I do do exactly what you say, in that I am always looking for the next step, I am so determined to create a better situation and future for myself and dd that I feel I can't lose sight of that for a second or I will lose hold of everything and fall back down.

But I do see what you are saying, and I know I am hard on myself too - so I will try to accept where I am and accept that it is taking more time, and has hit me harder, than I ever expected.

The support on here has kept me going, and helped me see that I have at least moved on from the worse time. My closest friend (only one who knows anything about my situation) said to me yesterday, thank goodness for her (dd) mate, I don't think you'd still be here without her. And she was totally right- I don't feel quite so desperate as I did, and so maybe there is light at the end of the tunnel.

Onwards and upwards hopefully. Going to try to have a Frank and honest conversation at my appointment weds so we are both clear where I go from here and what I need to achieve -even if only coping with the day to day.

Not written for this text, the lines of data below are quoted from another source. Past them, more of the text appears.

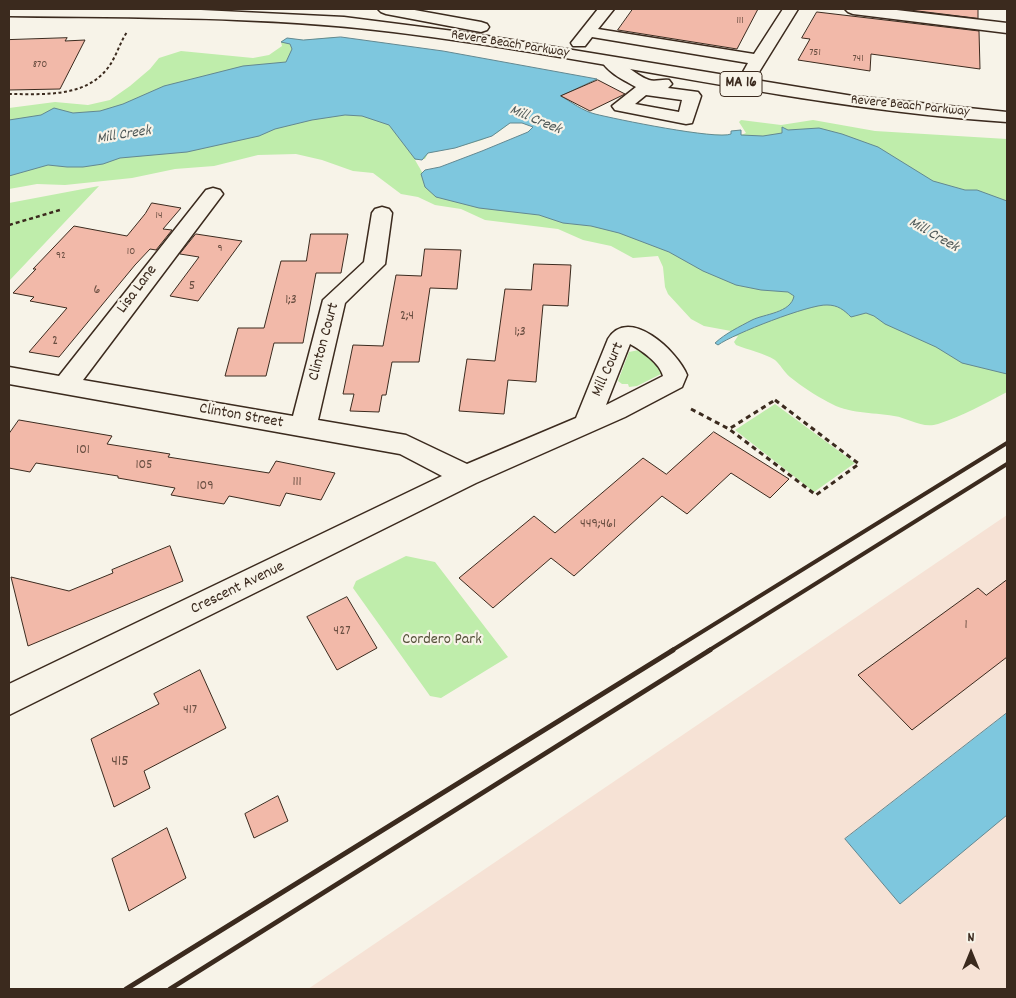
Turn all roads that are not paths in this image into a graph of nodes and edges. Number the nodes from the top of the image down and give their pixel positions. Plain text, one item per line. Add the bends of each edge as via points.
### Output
1 (338, 9) edge
2 (386, 9) edge
3 (606, 9) edge
4 (790, 9) edge
5 (853, 9) edge
6 (9, 11) edge
7 (163, 13) junction
8 (9, 19) edge
9 (482, 27) junction
10 (1007, 28) edge
11 (584, 38) junction
12 (610, 62) junction
13 (755, 66) junction
14 (713, 79) junction
15 (1007, 101) edge
16 (1007, 117) edge
17 (212, 194) dead end
18 (382, 213) dead end
19 (9, 376) edge
20 (65, 386) junction
21 (587, 422) dead end
22 (303, 428) junction
23 (466, 476) junction
24 (23, 684) edge
25 (9, 700) edge

1 - 9 main road, Revere Beach Parkway / MA 16
2 - 9 main road, Revere Beach Parkway
3 - 11 main road
4 - 13 main road
5 - 10 main road
6 - 7 main road, Revere Beach Parkway / MA 16
7 - 8 main road
7 - 12 main road, Revere Beach Parkway / MA 16 via 263,15 370,24
9 - 11 main road, Revere Beach Parkway / MA 16
11 - 13 main road, Revere Beach Parkway / MA 16
12 - 14 main road, Revere Beach Parkway / MA 16
12 - 14 main road via 646,88
13 - 15 main road, Revere Beach Parkway / MA 16 via 895,92
14 - 16 main road, Revere Beach Parkway / MA 16 via 871,104
17 - 20 main road, Lisa Lane
18 - 22 main road, Clinton Court via 374,264 334,300
19 - 20 main road, Clinton Street
20 - 22 main road, Clinton Street
21 - 23 main road
22 - 23 main road, Clinton Street via 406,445
23 - 24 main road, Crescent Avenue via 383,518
24 - 25 main road, Crescent Avenue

Thanks again for all the support-on my lonely nights, it keeps me going. X

OP posts:
WildflowerMarmalade · 15/09/2014 19:21

I'm really glad that you have had a better few days. That is what progress through tough times is like, in my experience; days when you are on the floor in despair, then eventually maybe some good moments among the rough days, until finally you have enough ok and good times to feel that life is worthwhile again.

You are right to focus on the future you want for yourself and your DD. That dream and the flame of determination to survive which is so obvious in you, will pull you through.

Accepting what happened with your ex is a crucial part of building that future. Once you have faced that truth down then you will be free to live your own beautiful life with DD. So for now you are keeping on with working through what happened and your feelings about it, even though it is hard. I think you know that you have to work through this hard bit in order to get to the life you want.